[Directions for this task]:
Below are records. Return each one exactly as written.

--- START ---

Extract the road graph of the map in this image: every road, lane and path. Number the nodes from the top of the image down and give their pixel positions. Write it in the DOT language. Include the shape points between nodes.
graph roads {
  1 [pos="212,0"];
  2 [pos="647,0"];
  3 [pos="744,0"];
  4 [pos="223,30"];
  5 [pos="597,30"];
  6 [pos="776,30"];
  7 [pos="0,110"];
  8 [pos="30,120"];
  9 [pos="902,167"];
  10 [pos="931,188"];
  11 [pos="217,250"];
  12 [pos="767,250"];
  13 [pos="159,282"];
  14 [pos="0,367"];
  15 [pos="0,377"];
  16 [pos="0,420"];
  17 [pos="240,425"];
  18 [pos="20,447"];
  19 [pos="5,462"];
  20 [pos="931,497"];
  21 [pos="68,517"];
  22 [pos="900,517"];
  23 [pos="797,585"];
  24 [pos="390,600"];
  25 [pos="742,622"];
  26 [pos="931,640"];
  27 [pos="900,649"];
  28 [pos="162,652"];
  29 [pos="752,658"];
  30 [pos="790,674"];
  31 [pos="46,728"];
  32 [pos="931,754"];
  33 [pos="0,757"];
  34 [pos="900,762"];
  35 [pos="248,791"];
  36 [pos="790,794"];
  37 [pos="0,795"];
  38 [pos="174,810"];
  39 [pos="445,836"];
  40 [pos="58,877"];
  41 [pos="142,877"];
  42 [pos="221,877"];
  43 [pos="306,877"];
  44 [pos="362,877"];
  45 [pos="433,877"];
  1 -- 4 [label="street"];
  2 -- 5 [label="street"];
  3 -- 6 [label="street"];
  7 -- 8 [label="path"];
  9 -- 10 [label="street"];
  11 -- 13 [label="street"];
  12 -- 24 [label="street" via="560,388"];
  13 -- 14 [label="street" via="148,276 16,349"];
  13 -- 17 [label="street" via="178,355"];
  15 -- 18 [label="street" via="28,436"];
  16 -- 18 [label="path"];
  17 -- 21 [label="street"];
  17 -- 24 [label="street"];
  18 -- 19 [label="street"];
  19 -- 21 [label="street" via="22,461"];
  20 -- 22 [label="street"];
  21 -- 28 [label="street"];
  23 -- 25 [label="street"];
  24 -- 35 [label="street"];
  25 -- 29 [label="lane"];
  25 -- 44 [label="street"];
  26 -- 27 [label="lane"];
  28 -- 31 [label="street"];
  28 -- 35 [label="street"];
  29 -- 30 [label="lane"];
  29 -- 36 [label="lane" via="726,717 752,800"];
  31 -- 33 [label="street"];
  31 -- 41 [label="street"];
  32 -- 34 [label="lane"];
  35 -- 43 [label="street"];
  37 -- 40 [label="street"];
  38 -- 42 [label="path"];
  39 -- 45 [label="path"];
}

--- END ---

[Response area]:
Extract the road graph of the map in this image: every road, lane and path. Number the nodes from the top of the image down and give their pixel positions. Write it in the DOT language. Include the shape points between nodes.
graph roads {
  1 [pos="212,0"];
  2 [pos="647,0"];
  3 [pos="744,0"];
  4 [pos="223,30"];
  5 [pos="597,30"];
  6 [pos="776,30"];
  7 [pos="0,110"];
  8 [pos="30,120"];
  9 [pos="902,167"];
  10 [pos="931,188"];
  11 [pos="217,250"];
  12 [pos="767,250"];
  13 [pos="159,282"];
  14 [pos="0,367"];
  15 [pos="0,377"];
  16 [pos="0,420"];
  17 [pos="240,425"];
  18 [pos="20,447"];
  19 [pos="5,462"];
  20 [pos="931,497"];
  21 [pos="68,517"];
  22 [pos="900,517"];
  23 [pos="797,585"];
  24 [pos="390,600"];
  25 [pos="742,622"];
  26 [pos="931,640"];
  27 [pos="900,649"];
  28 [pos="162,652"];
  29 [pos="752,658"];
  30 [pos="790,674"];
  31 [pos="46,728"];
  32 [pos="931,754"];
  33 [pos="0,757"];
  34 [pos="900,762"];
  35 [pos="248,791"];
  36 [pos="790,794"];
  37 [pos="0,795"];
  38 [pos="174,810"];
  39 [pos="445,836"];
  40 [pos="58,877"];
  41 [pos="142,877"];
  42 [pos="221,877"];
  43 [pos="306,877"];
  44 [pos="362,877"];
  45 [pos="433,877"];
  1 -- 4 [label="street"];
  2 -- 5 [label="street"];
  3 -- 6 [label="street"];
  7 -- 8 [label="path"];
  9 -- 10 [label="street"];
  11 -- 13 [label="street"];
  12 -- 24 [label="street" via="560,388"];
  13 -- 14 [label="street" via="148,276 16,349"];
  13 -- 17 [label="street" via="178,355"];
  15 -- 18 [label="street" via="28,436"];
  16 -- 18 [label="path"];
  17 -- 21 [label="street"];
  17 -- 24 [label="street"];
  18 -- 19 [label="street"];
  19 -- 21 [label="street" via="22,461"];
  20 -- 22 [label="street"];
  21 -- 28 [label="street"];
  23 -- 25 [label="street"];
  24 -- 35 [label="street"];
  25 -- 29 [label="lane"];
  25 -- 44 [label="street"];
  26 -- 27 [label="lane"];
  28 -- 31 [label="street"];
  28 -- 35 [label="street"];
  29 -- 30 [label="lane"];
  29 -- 36 [label="lane" via="726,717 752,800"];
  31 -- 33 [label="street"];
  31 -- 41 [label="street"];
  32 -- 34 [label="lane"];
  35 -- 43 [label="street"];
  37 -- 40 [label="street"];
  38 -- 42 [label="path"];
  39 -- 45 [label="path"];
}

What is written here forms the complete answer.